Activist On Hunger Strike In Protest To Arrest Violence Freed On Bail

Iranian student activist Bahareh Hedayat was released from the notorious Qarchak Prison on February 18. Photo from social media.

Bahareh Hedayat, a prominent student and women's rights activist who had gone on hunger strike in protest to violence by agents who arrested her, was freed on bail on Tuesday.

Hedayat was arrested on February 10 at her university's security office in Tehran. On Monday, human rights activists revealed that she was on hunger strike in protest to being badly beaten by agents and that her health was deteriorating due to her hunger strike.

Hedayat was transferred to the notorious Qarchak Prison in the south of Tehran from a temporary detention center on Sunday. The charges which led to 38-year-old Hedayat's recent arrest have not been announced yet. She has previously spent several years in prison for "propaganda against the regime" and similar charges.

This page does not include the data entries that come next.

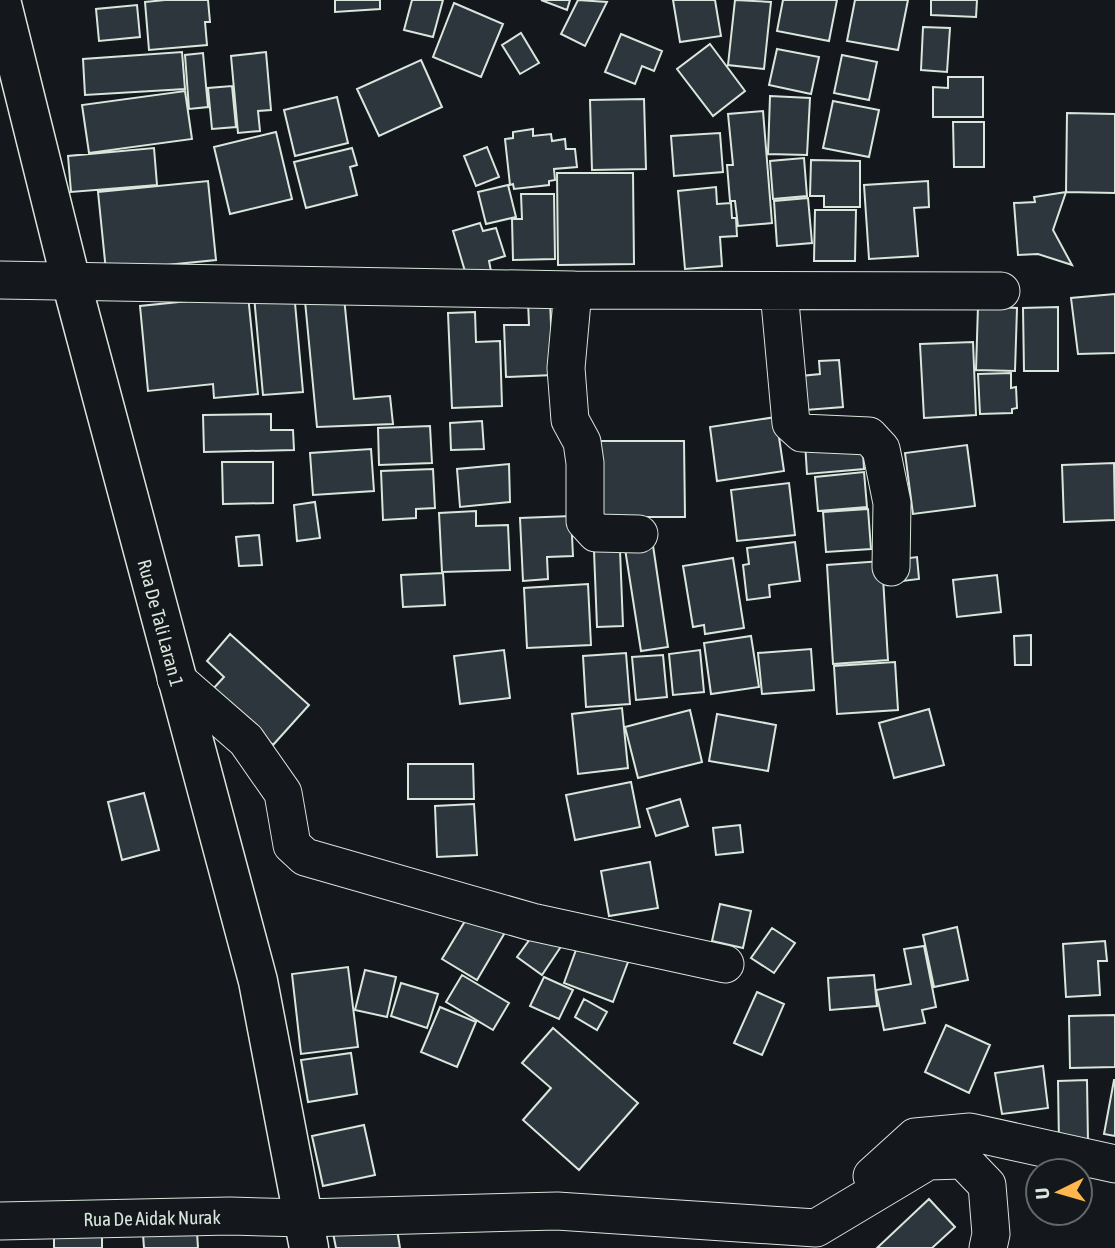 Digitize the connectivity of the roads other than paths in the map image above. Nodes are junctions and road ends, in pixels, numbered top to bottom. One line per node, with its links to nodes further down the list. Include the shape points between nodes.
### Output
1 (1, 0): 3 (main road, Rua De Tali Laran 1)
2 (0, 280): 3 (street)
3 (71, 281): 4 (street); 9 (main road, Rua De Tali Laran 1)
4 (573, 290): 5 (street); 7 (street, via 566,368 570,420 582,442 585,463 585,521 596,533)
5 (779, 291): 6 (street); 8 (street, via 791,423 802,433 869,436 881,449 892,503)
6 (1001, 291)
7 (639, 534)
8 (891, 568)
9 (176, 678): 10 (street, via 246,740 284,793 292,845 304,856 532,922); 13 (main road, Rua De Tali Laran 1, via 258,981)
10 (725, 964)
11 (1115, 1164): 14 (street, via 970,1132 915,1137)
12 (0, 1221): 13 (street, Rua De Aidak Nurak, via 230,1216)
13 (307, 1233): 14 (street, Rua De Aidak Nurak, via 557,1211)
14 (818, 1238): 15 (street, via 928,1161 963,1160 986,1185)
15 (988, 1248)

On Tuesday based on letters and documents smuggled out of Evin Prison BBC Persian revealed that Niloufar Bayani, an environmentalist accused of "acting against national security" and "collaboration with the United States" has been subjected to severe psychological and physical torture during the two years she has been in jail. Bayani has been sentenced to a 10-year prison term.

On February 6, a voice recording released by BBC Persian revealed that the interrogator of Mehdi Mahmoudian, a rights activists and member of Ettehad-e Mellat Party, was threatened with torture.

The interrogator's threat was made in a phone call before Mahmoudian's arrest on February 4 for planning to hold a vigil for the victims of the Ukrainian plane downed by the Revolutionary Guard on January 8.

The cases of violence against Hedayat, torture of Bayani, and threats against Mahmoudian, as examples of brutal physical and psychological treatment of prisoners have caused a great uproar among Iranian social media users in the past month.

Judiciary officials have not commented on the new revelations of extensive torture in Iranian prisons but on Wednesday Chief of Greater Tehran Police, Brigadier General Hossein Rahimi, said the Police do not use violence against anyone when arresting them and denied that Hedayat had been subjected to violence by her arresting agents. General Rahimi said officers who use violence against the accused will be "severely punished".

In its latest report on February 18 Amnesty International said torture and other ill-treatment, including through the denial of medical care, remained widespread and systematic in Iranian prisons and were committed with impunity.